◆ Assigned task: All lines holding the word "hand" are to be copied from the records beneath.
━━ Data shown ━━
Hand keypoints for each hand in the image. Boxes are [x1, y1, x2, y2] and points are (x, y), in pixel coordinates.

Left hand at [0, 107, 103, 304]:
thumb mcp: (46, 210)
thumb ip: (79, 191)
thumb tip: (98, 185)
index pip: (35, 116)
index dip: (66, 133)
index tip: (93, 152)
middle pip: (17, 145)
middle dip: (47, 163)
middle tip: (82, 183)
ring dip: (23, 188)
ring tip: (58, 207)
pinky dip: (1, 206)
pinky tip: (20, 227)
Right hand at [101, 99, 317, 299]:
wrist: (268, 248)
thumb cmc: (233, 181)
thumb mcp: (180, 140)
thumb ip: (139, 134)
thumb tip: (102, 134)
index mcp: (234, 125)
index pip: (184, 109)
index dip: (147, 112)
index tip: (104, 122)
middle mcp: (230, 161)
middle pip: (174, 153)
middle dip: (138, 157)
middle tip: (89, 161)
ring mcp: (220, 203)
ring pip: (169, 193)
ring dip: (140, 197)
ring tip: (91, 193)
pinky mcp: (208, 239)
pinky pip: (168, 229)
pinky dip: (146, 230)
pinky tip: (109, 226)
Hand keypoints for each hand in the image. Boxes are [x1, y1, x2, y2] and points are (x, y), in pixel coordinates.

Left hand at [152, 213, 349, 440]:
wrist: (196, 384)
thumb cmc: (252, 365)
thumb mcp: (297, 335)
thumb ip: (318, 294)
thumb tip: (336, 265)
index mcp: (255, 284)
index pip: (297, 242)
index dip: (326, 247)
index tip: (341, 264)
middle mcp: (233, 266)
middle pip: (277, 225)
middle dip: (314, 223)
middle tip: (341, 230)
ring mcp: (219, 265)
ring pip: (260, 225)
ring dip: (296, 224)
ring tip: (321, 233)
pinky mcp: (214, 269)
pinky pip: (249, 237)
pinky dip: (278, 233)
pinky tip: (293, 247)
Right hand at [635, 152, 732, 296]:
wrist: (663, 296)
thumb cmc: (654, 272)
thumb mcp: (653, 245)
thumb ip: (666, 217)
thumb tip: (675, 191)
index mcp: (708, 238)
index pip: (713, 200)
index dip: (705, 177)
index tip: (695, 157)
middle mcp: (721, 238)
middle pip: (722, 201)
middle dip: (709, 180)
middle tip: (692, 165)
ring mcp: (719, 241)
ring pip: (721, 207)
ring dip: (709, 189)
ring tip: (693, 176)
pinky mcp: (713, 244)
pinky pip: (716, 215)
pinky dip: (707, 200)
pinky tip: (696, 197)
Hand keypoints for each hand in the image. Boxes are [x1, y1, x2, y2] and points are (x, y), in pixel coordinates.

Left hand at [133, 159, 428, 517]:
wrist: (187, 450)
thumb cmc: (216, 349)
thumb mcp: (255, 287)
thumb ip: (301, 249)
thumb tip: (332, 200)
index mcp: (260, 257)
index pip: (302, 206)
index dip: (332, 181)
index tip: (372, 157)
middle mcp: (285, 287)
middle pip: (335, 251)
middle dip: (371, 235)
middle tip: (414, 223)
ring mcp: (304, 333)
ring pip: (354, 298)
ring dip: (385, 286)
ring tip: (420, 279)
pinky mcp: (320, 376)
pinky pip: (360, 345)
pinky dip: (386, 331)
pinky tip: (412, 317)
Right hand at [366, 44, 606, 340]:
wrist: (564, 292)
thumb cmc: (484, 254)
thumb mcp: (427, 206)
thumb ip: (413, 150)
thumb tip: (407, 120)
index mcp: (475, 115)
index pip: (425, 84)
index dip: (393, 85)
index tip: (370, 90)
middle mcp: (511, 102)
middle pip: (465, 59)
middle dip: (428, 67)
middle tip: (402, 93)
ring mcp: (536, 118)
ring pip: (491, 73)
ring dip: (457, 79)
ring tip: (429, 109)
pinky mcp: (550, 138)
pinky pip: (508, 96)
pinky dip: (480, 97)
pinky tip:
━━━
◆ Written response:
Hand keypoints for each hand in the image. Boxes are [x1, y1, x2, y2] and points are (x, y), in pixel coordinates.
Left hand at [0, 107, 103, 304]:
Right hand at [101, 99, 317, 299]:
Hand keypoints for each hand in the image. Boxes are [x1, y1, x2, y2] and points are (x, y), in pixel coordinates.
Left hand at [152, 213, 349, 440]:
Right hand at [635, 152, 732, 296]:
Hand keypoints for each hand in the image. Boxes are [x1, y1, x2, y2] and points are (x, y), in pixel coordinates.
Left hand at [133, 159, 428, 517]:
Right hand at [366, 44, 606, 340]:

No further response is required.